Summary
holding that convictions for “burglary with an assault and/or battery” and simple battery violated double jeopardy because the verdict form “contained no indication as to whether the jury had found that Torna had committed a ‘burglary with an assault’ or a ‘burglary with a battery’ ” and “we cannot now guess what the jury was thinking”
Summary of this case from Aubuchon v. StateOpinion
No. 98-2941.
Opinion filed August 18, 1999.
An appeal from the Circuit Court for Dade County, Ronald C. Dresnick, Judge; L.T. No. 97-26877.
Bennett H. Brummer, Public Defender, and William A. Cain, Special Assistant Public Defender, for appellant.
Robert A. Butterworth, Attorney General, and M. Rebecca Springer, Assistant Attorney General, for appellee.
Before NESBITT, SHEVIN, and SORONDO, JJ.
Ricardo Torna challenges, on double jeopardy grounds, his conviction of both "burglary with an assault and/or battery in an occupied dwelling" and (simple) "battery" arising from the same criminal episode.

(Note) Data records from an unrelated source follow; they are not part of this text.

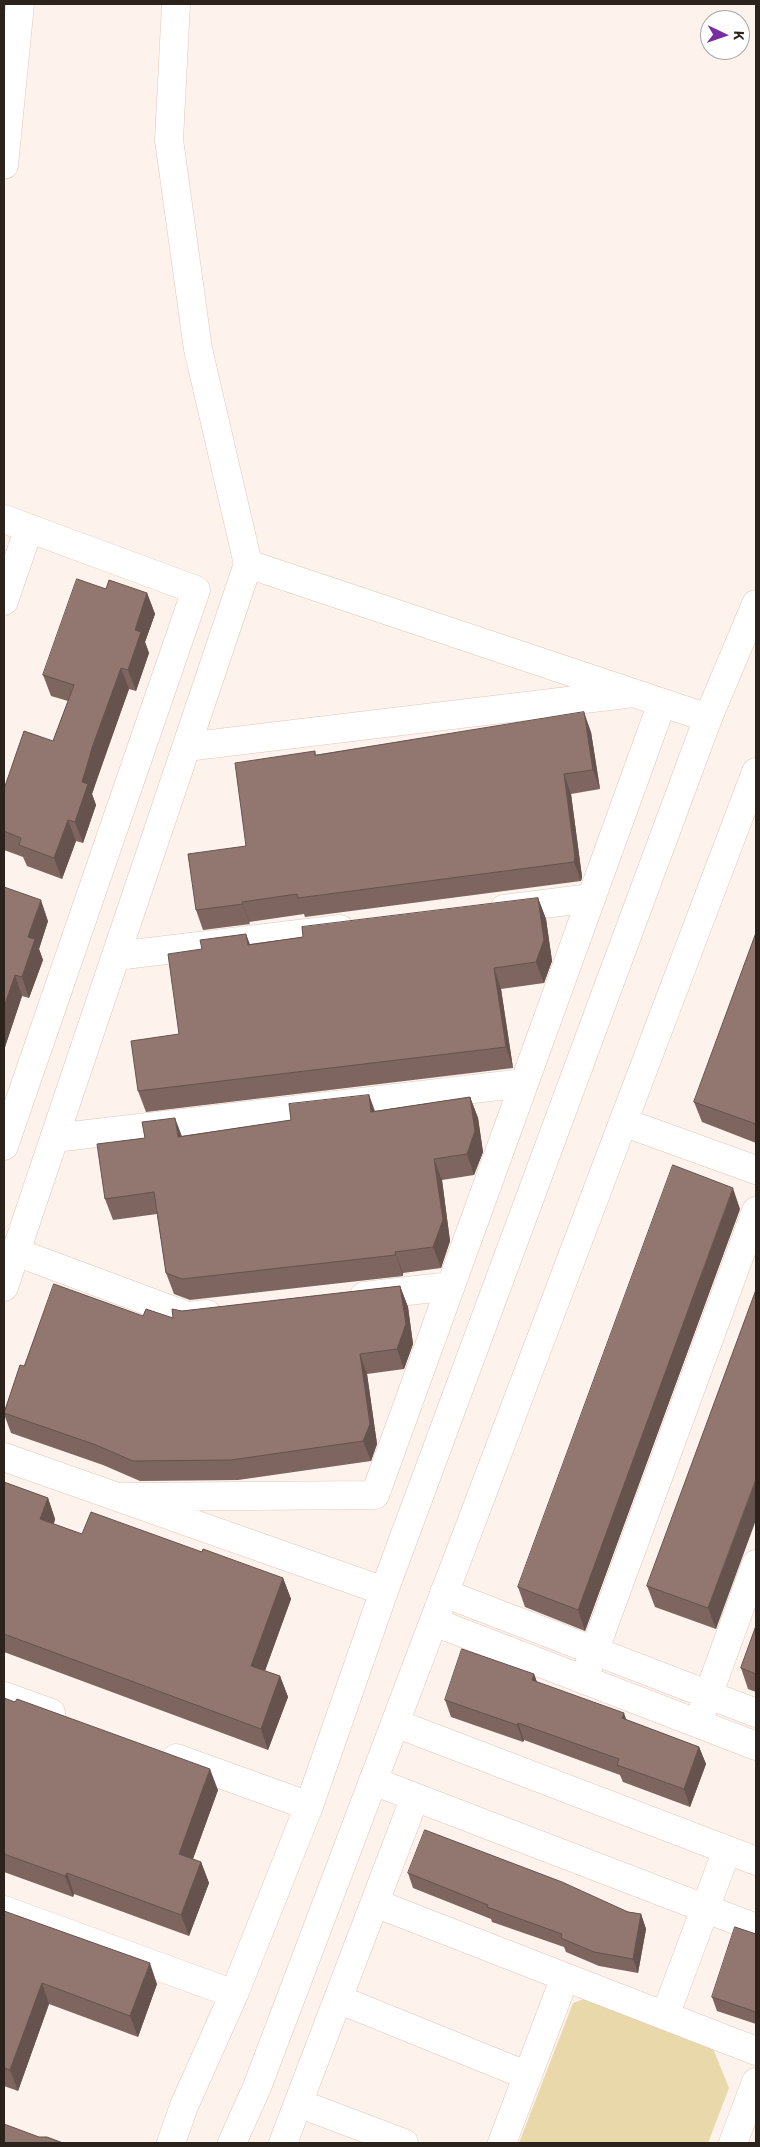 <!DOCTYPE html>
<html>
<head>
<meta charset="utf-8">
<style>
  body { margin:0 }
  #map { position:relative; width:760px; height:2147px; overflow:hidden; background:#fdf2ec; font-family:"IBM Plex Sans",sans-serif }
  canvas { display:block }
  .frame { position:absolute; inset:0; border:5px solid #2d231d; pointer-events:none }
  .north { position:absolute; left:700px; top:10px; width:50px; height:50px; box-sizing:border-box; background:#fff; border:1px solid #aba7a5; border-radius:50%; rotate:93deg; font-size:14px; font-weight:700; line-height:20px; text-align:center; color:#2d231d }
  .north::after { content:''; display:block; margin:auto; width:18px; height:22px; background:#782ea1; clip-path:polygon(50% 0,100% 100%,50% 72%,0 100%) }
</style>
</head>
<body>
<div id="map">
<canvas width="760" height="2147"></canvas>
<div class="frame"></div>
<div class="north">K</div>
</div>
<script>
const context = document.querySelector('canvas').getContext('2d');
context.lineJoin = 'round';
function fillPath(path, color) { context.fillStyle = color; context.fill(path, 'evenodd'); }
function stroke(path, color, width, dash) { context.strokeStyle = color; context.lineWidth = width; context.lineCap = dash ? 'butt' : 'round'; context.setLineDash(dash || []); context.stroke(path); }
const green = new Path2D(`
  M587 1998 712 2046 729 2088 708 2143H519L573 2003Z`);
const minor = new Path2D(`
  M4 165 20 4
  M4 519 196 590 4 1146
  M248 564 708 718
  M4 601 29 528
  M186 747 626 694
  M504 909 591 898
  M116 956 340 929
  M623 1122 756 1170
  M54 1138 524 1083
  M16 1252 188 1316 207 1314
  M4 1287 248 564 198 349 169 140 176 4
  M364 1296 451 1286
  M4 1457 384 1591
  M119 1497 375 1495 662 703
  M444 1593 756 1713
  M434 1622 756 1746
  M584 1679 756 1211
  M4 1696 51 1713
  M702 1712 756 1564
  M395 1723 756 1861
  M176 1758 309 1806
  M373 1781 756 1928
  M375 1903 565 1977
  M4 1910 234 1994
  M338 1999 528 2076
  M665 2016 727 1850
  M298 2103 404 2143
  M283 2143 415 1797
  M502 2143 565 1977 756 2051
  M733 2143 756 2082`);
const secondary = new Path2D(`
  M171 2143 184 2106 234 1994 309 1806 384 1591 708 718 756 604
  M232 2143 257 2087 756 772`);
const wall = new Path2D(`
  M106 589 147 593 155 614 145 642 149 653 136 691 129 689 101 766 92 794 96 805 83 843 76 841 62 879 27 866 23 857 4 850V789L53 741 68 701 51 696 43 675Z
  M591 732 600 789 571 794 582 877 581 881 305 917 304 914 249 922 250 924 203 930 196 910 246 846 315 751 316 755Z
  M4 887 48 921 39 949 43 960 29 998 22 996 4 1050Z
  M538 898 546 919 552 961 544 983 501 989 513 1068 146 1112 138 1091 179 1034 250 944 303 937Z
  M756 933V1143L702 1122 694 1102Z
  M369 1095 375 1111 470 1097 478 1118 483 1152 474 1175 442 1180 450 1241 441 1268 403 1273V1276L190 1300 174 1294 166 1273 157 1214 113 1220 105 1199 182 1136 291 1120Z
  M740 1209 585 1631 525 1607 518 1587Z
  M400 1286 408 1307 413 1344 404 1369 367 1374 377 1444 371 1461 238 1480 140 1481 103 1465 11 1433 4 1414V1411L24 1366 143 1316 173 1318 182 1311Z
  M756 1290 716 1629 655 1607 647 1586Z
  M4 1482 48 1498 55 1519 54 1524 82 1534 202 1552 283 1578 291 1599 265 1671 280 1676 288 1697 268 1750 4 1652Z
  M756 1626V1692L748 1689 741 1668Z
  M534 1674 537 1682 627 1720 699 1747 706 1764 690 1807 623 1782 620 1775 524 1740 523 1742 451 1717 445 1700Z
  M4 1698 218 1790 193 1859 201 1862 209 1883 189 1936 74 1894 73 1897 4 1872Z
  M408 1873 641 1914 646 1929 638 1973 599 1966 566 1952 564 1947 492 1922 491 1919 413 1888Z
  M4 1911 157 1984 138 2037 49 2004 18 2091 4 2086Z
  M756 1934V2024L717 2011 712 1997Z`);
const shadedWall = new Path2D(`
  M147 593 155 614 145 642 149 653 136 691 128 670 135 630Z
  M121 668 129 689 92 794 96 805 83 843 75 822 82 782 93 745Z
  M584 712 591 732 600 789 593 770Z
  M564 774 571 794 582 877 581 881 574 862Z
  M68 820 76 841 62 879 54 858Z
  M538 898 546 919 552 961 544 983 536 962Z
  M41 900 48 921 39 949 43 960 29 998 22 977 28 937Z
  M242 902 249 922 250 924 243 904Z
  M246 934 254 955 248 945Z
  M494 968 501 989 513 1068 506 1047Z
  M15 975 22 996 4 1050V1007Z
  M369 1095 376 1116 371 1112Z
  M470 1097 478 1118 483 1152 474 1175 467 1154Z
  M175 1118 183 1139 178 1137Z
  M434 1159 442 1180 450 1241 441 1268 433 1247Z
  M733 1188 740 1209 585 1631 578 1610Z
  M395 1252 403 1273V1276Z
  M400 1286 408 1307 413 1344 404 1369 397 1349Z
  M360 1354 367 1374 377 1444 371 1461 363 1441Z
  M756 1479V1520L716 1629 708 1608Z
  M48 1498 55 1519 48 1540 40 1519Z
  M283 1578 291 1599 259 1687 251 1666Z
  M534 1674 540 1691 532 1680Z
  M280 1676 288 1697 268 1750 261 1729Z
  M624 1713 630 1730 622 1718Z
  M518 1723 524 1740 523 1742 517 1725Z
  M699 1747 706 1764 690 1807 684 1789Z
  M210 1769 218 1790 187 1875 179 1854Z
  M201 1862 209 1883 189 1936 181 1915Z
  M67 1873 74 1894 73 1897 65 1876Z
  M641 1914 646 1929 638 1973 633 1959Z
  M150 1963 157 1984 138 2037 130 2016Z
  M42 1983 49 2004 18 2091 10 2070Z`);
const building = new Path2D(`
  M77 579 106 589 109 580 147 593 135 630 141 632 128 670 121 668 93 745 82 782 88 784 75 822 68 820 54 858 19 845 21 838 4 831V789L24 731 53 741 74 685 43 675Z
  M584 712 593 770 564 774 575 857 574 862 298 898 297 894 242 902 243 904 196 910 188 854 246 846 235 763 315 751V755Z
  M4 887 41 900 28 937 35 939 22 977 15 975 4 1007Z
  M538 898 544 940 536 962 494 968 506 1047 138 1091 131 1041 179 1034 168 954 202 949 200 940 246 934 248 945 303 937 302 927Z
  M756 933V1124L694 1102Z
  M369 1095 371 1112 470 1097 475 1131 467 1154 434 1159 443 1220 433 1247 395 1252 396 1255 182 1279 166 1273 154 1192 105 1199 97 1144 145 1138 142 1122 175 1118 178 1137 291 1120 289 1104Z
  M673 1165 733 1188 578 1610 518 1587Z
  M54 1284 143 1316 146 1309 173 1318 172 1309 182 1311 400 1286 406 1324 397 1349 360 1354 370 1424 363 1441 231 1460 133 1461 96 1445 4 1413 20 1365 24 1366Z
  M756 1290V1479L708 1608 647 1586Z
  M4 1482 48 1498 40 1519 82 1534 91 1512 202 1552 203 1549 283 1578 251 1666 280 1676 261 1729 4 1634Z
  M756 1626V1674L741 1668Z
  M462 1649 534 1674 532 1680 624 1713 622 1718 699 1747 684 1789 617 1765 619 1759 518 1723 517 1725 445 1700Z
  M4 1698 15 1702 17 1699 210 1769 179 1854 201 1862 181 1915 67 1873 65 1876 4 1854Z
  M425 1830 562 1882 628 1912 641 1914 633 1959 594 1952 561 1938 562 1934 487 1907 488 1905 408 1873Z
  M4 1911 150 1963 130 2016 42 1983 10 2070 4 2068Z
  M735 1927 756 1934V2012L712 1997Z
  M4 2124 39 2137H47L63 2143H4Z`);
fillPath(green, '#e9d8a9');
stroke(minor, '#e1c7b8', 29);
stroke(secondary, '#e1c7b8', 29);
stroke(minor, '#fff', 28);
stroke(secondary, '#fff', 28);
fillPath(wall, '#7e6560');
fillPath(shadedWall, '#66534e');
fillPath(building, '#927670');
stroke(building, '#66534e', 1);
</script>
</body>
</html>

We agree with Torna that allowing both of these convictions to stand would violate the constitutional prohibition against double jeopardy. Therefore, we vacate Torna's conviction of "battery" and remand to the trial court for resentencing on the "burglary with an assault and/or battery" conviction.
Following an incident in which Torna broke into the home of a neighbor, punched her, chased her, and threw her to the ground, Torna was charged with "burglary with an assault and/or battery" per section 810.02(2)(a), Florida Statutes, and with aggravated battery (on a pregnant woman). He was convicted of "burglary with an assault and/or battery" and (simple) "battery" (as a lesser included offense of the aggravated battery charge).
Torna was acquitted of other charges related to this criminal episode — a false imprisonment charge and two misdemeanor battery charges.
The verdict form indicated that Torna was "guilty as to the offense of burglary . . . with an assault and/or battery" and "guilty of battery as a lesser included offense of [aggravated battery on a pregnant woman." This verdict form is the crux of the problem here as it contained no indication as to whether the jury had found that Torna had committed a "burglary with an assault" or a "burglary with a battery." Given Torna's additional conviction of "battery", the determination of "with an assault" or "with a battery" was necessary so as not to run afoul of the double jeopardy issue. Since the determination was not made, and we cannot now guess what the jury was thinking, we must conclude that Torna was indeed subjected to double jeopardy by his conviction of both "burglary with an assault and/or battery" and "battery." See e.g., Fields v. State, 1999 WL 318804, 24 Fla. L. Weekly D1231 (Fla. 2d DCA May 21, 1999); Bronson v. State, 654 So.2d 584 (Fla. 2d DCA 1995). In fact, if anything, the facts of this case lend themselves more to supporting a "burglary with a battery" conviction than a "burglary with an assault" conviction. Torna consummated his assault upon his neighbor by punching her and, later, throwing her to the ground; a battery was committed.
We urge that, in future cases involving charges of a violation of section 810.02(2)(a), the jury be tendered a verdict form that clearly indicates — perhaps by boxes to be checked of — whether the conviction is of burglary with an assault or burglary with a battery, so as to avoid the double jeopardy issues addressed in the instant case.
Torna cannot properly stand convicted of both of these offenses. Therefore, we vacate Torna's conviction of (simple) battery. We affirm Torna's conviction of "burglary with an assault and/or battery" and remand for resentencing on this conviction. Torna's additional points on appeal are without merit.